Source: CNN
Over the past 50 years, artists including Andy Warhol, Jeff Koons, Jenny Holzer and Robert Rauschenberg have been chosen by the luxury car company to use a BMW as their canvas, each adorning one of the famous BMW Art Cars in their signature style.
Ethiopian American artist Julie Mehretu, known for her work in abstract painting, was chosen last year to create the company’s newest ‘Art Car.’ Her artwork, painted on a BMW M Hybrid V8, was recently unveiled at the Pompidou Center in Paris and will be on the track at the 24 Hours of Le Mans race next month. The BMW M Hybrid V8, a plug-in hybrid, is a track-only racing car created to compete in the international endurance racing circuit. Designed and engineered in collaboration with the Italian race car manufacturer Dallara, it’s low and wide with an enormous rear wing and a large vertical rudder.

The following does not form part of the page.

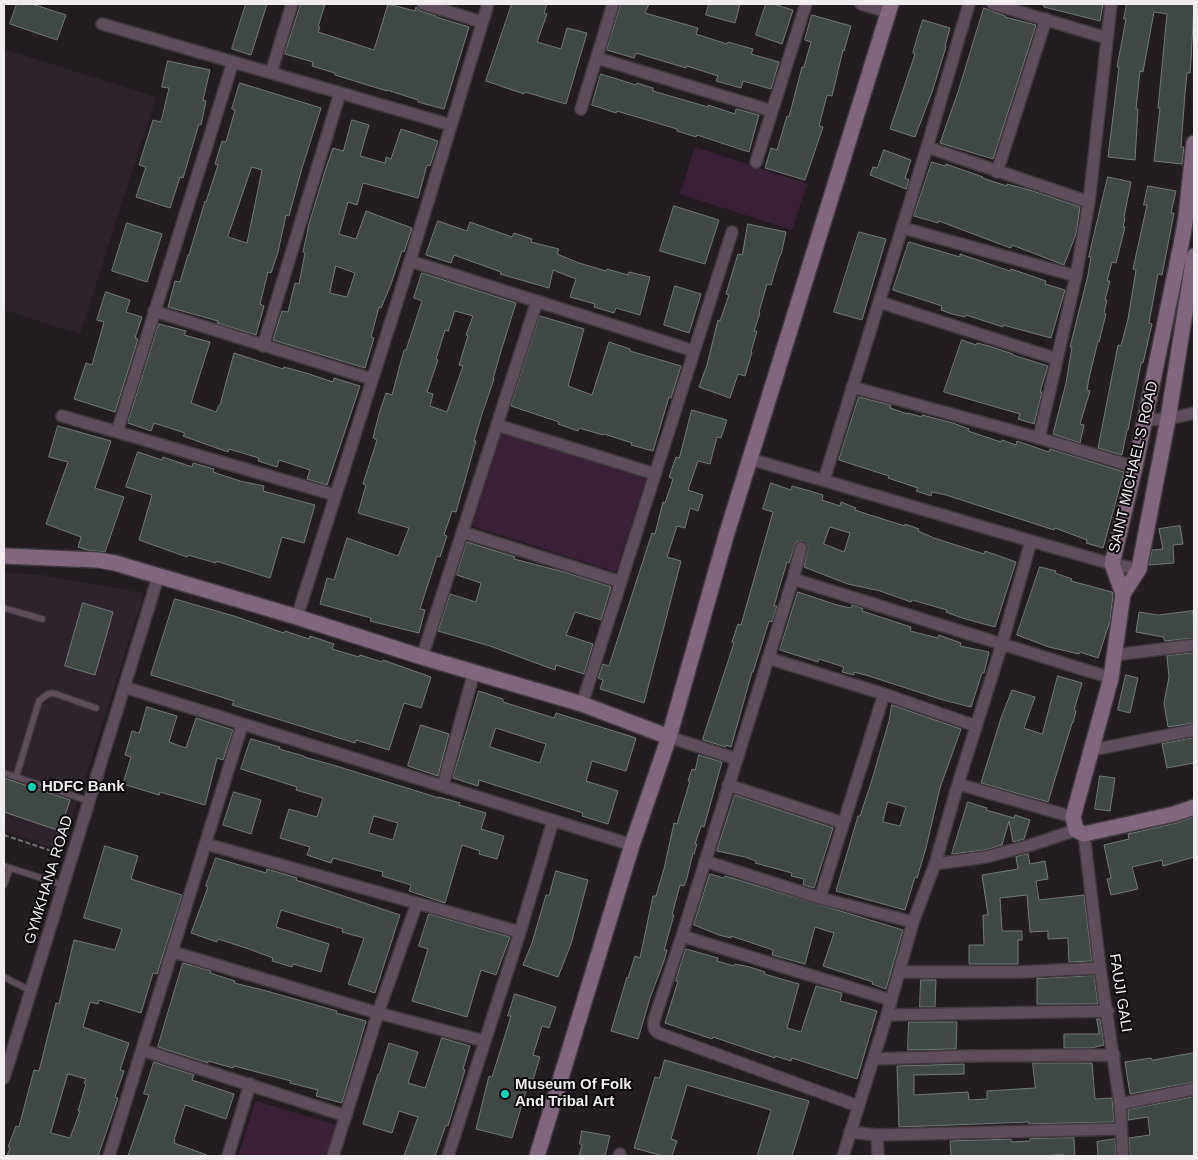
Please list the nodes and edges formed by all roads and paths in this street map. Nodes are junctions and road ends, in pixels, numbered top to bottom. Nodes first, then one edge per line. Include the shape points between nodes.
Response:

For the commission, which marks the 20th BMW Art Car, Mehretu chose to adapt one of her most famous works: The painting “Everywhen,” which is now in the collection of the Museum of Modern Art in New York City. The painting — and the car — are covered in broad washes color cut through with broad black streaks and lines.
“In the studio where I had the model of the BMW M Hybrid V8 I was just sitting in front of the painting and I thought: What would happen if this car seemed to go through that painting and becomes affected by it,” Mehretu said in a statement. “The idea was to make a remix, a mash-up of the painting. I kept seeing that painting kind of dripping into the car.”
The first BMW Art Car was painted in 1975 by the American sculptor Alexander Calder after French racing driver Hervé Poulain brought the idea to BMW. Poulain drove the Calder-painted BMW 3.0 CSL at Le Mans that year. In 1977, Roy Lichtenstein covered a BMW 320 Group 5 in the graphic stripes and dots he was renowned for; Warhol painted a BMW M1 in 1979 with textured, pastel brushstrokes.
The first woman to take on a BMW Art Car was South African artist Esther Mahlangu, who in 1991 painted a 525i sedan. In 1996, Holzer covered a BMW Le Mans race car in the words “Protect Me From What I Want,” among other provocative phrases.
Mehretu’s practice frequently draws inspiration from architecture and busy urban settings, featuring intricate juxtapositions of lines and shapes — inspired by technical drawings and building plans — and, sometimes, splashes of color or deep darkness. Her work has also addressed themes such as migration, colonialization and globalization.
Critics often highlight the sense of humanity apparent in her innovative, abstract works. There’s movement and complex emotion. Mehretu is best known for large-scale pieces, like an eighty-foot-long mural she created for the lobby of the Goldman Sachs building in Manhattan. It’s busy and bright with colored shapes overlaying dark straight lines; the red, yellow, blue and green forms appear to be actively shooting out across the huge wall. Other works, like “Mogama (A Painting in 4 Parts),” are grayer and more pensive but retain a soft, rippling sense of motion.
She is represented by the Marian Goodman Gallery, which describes her body of work on its website as “a dynamic visual articulation of contemporary experience, a depiction of social behavior and the psychogeography of space.”
“Mehretu’s practice in painting, drawing and printmaking equally assert the role of art to provoke thought and reflection, and express the contemporary condition of the individual and society,” the gallery added.
Mehretu was born in 1970 in Addis Ababa, Ethiopia to an Ethiopian father and an American mother. Seven years later, the family moved to the United States to escape a brutal civil war then-raging in the country. In 1997, she earned a Masters of Fine Arts from the Rhode Island School of Design; she is currently based in New York.
She has received widespread acclaim for her work, and prestigious awards including a MacArthur Fellowship in 2005 and, in 2015, a US Department of State Medal of Arts Award.
She was unanimously selected for this project by a jury of prominent gallery and museum directors.
Madeleine Grynsztejn, Pritzker Director at the Museum of Contemporary Art Chicago and a member of that jury, described Mehretu as the “perfect artist” to take on the BMW Art Car in a statement released last June announcing her selection. “For years, Julie has painted speed and for a long time worked very successfully at scale,” Grynsztejn said. “To merge her work with the shape and form of a speeding vehicle is really an alignment of perfection.”